EXERCISE GOAL =
Each line in the entries below that holds the string "PROTECTED" must be copied.

RECORDED DATA =

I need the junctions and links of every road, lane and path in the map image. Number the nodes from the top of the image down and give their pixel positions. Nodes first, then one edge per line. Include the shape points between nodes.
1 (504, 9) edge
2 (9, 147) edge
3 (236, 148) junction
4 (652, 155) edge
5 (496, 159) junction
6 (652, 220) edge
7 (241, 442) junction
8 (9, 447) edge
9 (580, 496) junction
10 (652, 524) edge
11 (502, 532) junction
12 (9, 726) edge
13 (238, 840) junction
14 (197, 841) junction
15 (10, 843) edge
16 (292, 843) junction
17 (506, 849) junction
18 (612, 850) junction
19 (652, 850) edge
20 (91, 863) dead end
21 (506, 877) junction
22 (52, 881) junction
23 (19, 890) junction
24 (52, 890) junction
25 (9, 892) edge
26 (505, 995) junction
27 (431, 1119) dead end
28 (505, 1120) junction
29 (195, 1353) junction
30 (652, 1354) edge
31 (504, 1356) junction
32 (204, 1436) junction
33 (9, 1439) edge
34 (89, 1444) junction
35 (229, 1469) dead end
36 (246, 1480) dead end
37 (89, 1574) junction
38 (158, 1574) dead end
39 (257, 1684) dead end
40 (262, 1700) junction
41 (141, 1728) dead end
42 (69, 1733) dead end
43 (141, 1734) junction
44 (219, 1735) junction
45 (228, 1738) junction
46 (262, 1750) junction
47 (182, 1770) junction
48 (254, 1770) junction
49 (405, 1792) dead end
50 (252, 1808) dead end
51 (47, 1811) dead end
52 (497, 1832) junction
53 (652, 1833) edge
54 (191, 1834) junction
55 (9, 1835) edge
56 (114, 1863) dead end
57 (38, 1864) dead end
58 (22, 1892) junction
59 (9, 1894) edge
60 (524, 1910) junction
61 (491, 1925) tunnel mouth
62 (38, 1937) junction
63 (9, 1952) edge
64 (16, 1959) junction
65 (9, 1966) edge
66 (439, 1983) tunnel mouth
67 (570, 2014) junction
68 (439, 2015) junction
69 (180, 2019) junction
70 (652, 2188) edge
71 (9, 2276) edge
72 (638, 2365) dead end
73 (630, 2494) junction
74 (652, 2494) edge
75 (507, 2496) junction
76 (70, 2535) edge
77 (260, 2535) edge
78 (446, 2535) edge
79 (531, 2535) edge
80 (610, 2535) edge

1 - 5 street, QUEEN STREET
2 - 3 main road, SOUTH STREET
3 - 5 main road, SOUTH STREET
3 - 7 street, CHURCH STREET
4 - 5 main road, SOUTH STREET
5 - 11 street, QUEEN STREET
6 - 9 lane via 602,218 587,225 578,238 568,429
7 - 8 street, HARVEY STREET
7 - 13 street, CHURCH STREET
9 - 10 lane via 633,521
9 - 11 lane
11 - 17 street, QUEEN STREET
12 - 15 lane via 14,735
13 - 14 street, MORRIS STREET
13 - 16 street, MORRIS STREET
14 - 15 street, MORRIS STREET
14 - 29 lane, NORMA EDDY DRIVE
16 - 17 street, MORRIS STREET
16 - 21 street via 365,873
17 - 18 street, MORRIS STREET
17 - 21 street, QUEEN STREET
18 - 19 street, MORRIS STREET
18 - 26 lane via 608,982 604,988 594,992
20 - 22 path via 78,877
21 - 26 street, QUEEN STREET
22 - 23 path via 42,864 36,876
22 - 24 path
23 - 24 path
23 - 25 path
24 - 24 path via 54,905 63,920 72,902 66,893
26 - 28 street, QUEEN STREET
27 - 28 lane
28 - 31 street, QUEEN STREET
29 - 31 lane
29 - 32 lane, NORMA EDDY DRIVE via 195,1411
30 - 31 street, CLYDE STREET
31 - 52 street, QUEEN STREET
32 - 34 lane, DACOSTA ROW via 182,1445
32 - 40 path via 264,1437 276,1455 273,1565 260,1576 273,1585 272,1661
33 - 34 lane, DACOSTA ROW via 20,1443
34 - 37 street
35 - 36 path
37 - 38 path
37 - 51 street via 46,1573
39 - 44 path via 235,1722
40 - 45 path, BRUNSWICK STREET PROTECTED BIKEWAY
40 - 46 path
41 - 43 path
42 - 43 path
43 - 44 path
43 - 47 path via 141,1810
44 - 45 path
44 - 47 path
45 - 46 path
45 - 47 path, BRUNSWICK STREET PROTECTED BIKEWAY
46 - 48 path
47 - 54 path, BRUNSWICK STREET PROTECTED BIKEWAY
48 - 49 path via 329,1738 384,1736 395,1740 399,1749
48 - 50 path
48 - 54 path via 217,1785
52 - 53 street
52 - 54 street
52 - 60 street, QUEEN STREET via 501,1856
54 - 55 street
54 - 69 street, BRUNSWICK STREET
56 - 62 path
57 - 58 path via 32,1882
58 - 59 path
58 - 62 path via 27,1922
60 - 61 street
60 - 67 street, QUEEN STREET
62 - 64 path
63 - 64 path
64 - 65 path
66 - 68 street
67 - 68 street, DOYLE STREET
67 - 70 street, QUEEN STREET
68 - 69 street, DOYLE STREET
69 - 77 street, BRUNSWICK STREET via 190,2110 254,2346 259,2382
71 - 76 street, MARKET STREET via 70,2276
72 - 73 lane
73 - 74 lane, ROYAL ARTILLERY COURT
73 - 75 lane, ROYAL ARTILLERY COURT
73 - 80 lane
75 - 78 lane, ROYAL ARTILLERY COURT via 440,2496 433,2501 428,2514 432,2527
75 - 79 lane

SOLUTION =
40 - 45 path, BRUNSWICK STREET PROTECTED BIKEWAY
45 - 47 path, BRUNSWICK STREET PROTECTED BIKEWAY
47 - 54 path, BRUNSWICK STREET PROTECTED BIKEWAY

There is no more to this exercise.